Repeat every record below exactly, but leave out any pictures.

# RECORDS FOR THE TASK
================================

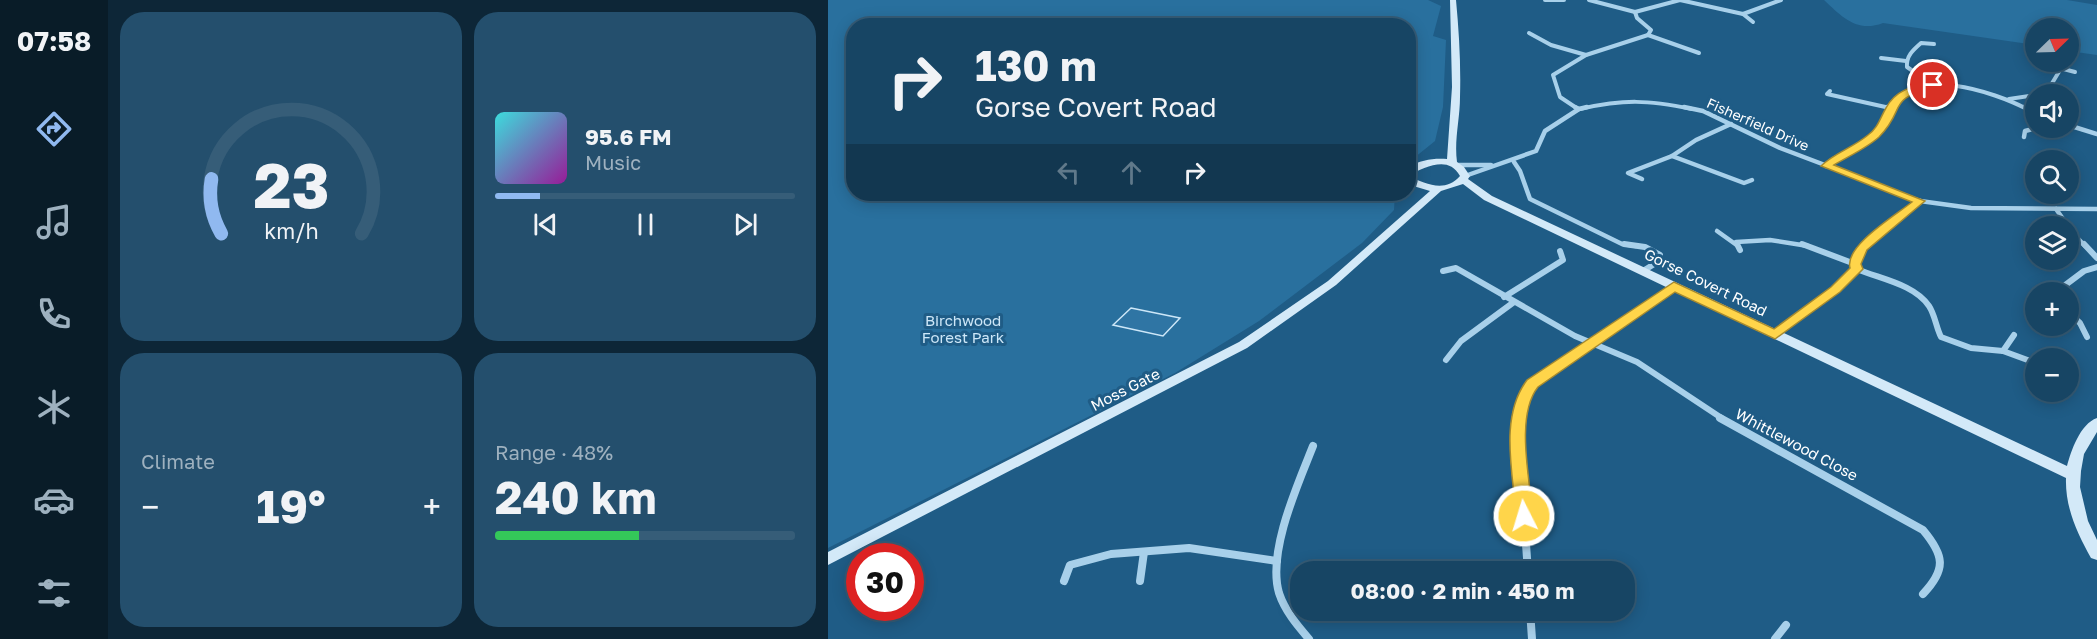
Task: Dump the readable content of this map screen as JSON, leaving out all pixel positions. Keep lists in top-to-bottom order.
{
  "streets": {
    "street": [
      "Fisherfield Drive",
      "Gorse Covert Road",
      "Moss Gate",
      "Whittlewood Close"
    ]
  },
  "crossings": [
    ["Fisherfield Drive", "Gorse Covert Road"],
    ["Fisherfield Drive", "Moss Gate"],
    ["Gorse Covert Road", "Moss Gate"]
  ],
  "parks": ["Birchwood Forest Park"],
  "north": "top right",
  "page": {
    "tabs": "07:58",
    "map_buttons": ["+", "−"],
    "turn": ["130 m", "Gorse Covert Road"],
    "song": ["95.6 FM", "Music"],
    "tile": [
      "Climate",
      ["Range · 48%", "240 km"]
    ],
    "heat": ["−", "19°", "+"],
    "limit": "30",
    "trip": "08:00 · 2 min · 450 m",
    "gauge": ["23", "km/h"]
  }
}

================================

# RESPONSE TO THIS EXERCISE
Task: Dump the readable content of this map screen as JSON, leaving out all pixel positions. Keep lists in top-to-bottom order.
{
  "streets": {
    "street": [
      "Fisherfield Drive",
      "Gorse Covert Road",
      "Moss Gate",
      "Whittlewood Close"
    ]
  },
  "crossings": [
    ["Fisherfield Drive", "Gorse Covert Road"],
    ["Fisherfield Drive", "Moss Gate"],
    ["Gorse Covert Road", "Moss Gate"]
  ],
  "parks": ["Birchwood Forest Park"],
  "north": "top right",
  "page": {
    "tabs": "07:58",
    "map_buttons": ["+", "−"],
    "turn": ["130 m", "Gorse Covert Road"],
    "song": ["95.6 FM", "Music"],
    "tile": [
      "Climate",
      ["Range · 48%", "240 km"]
    ],
    "heat": ["−", "19°", "+"],
    "limit": "30",
    "trip": "08:00 · 2 min · 450 m",
    "gauge": ["23", "km/h"]
  }
}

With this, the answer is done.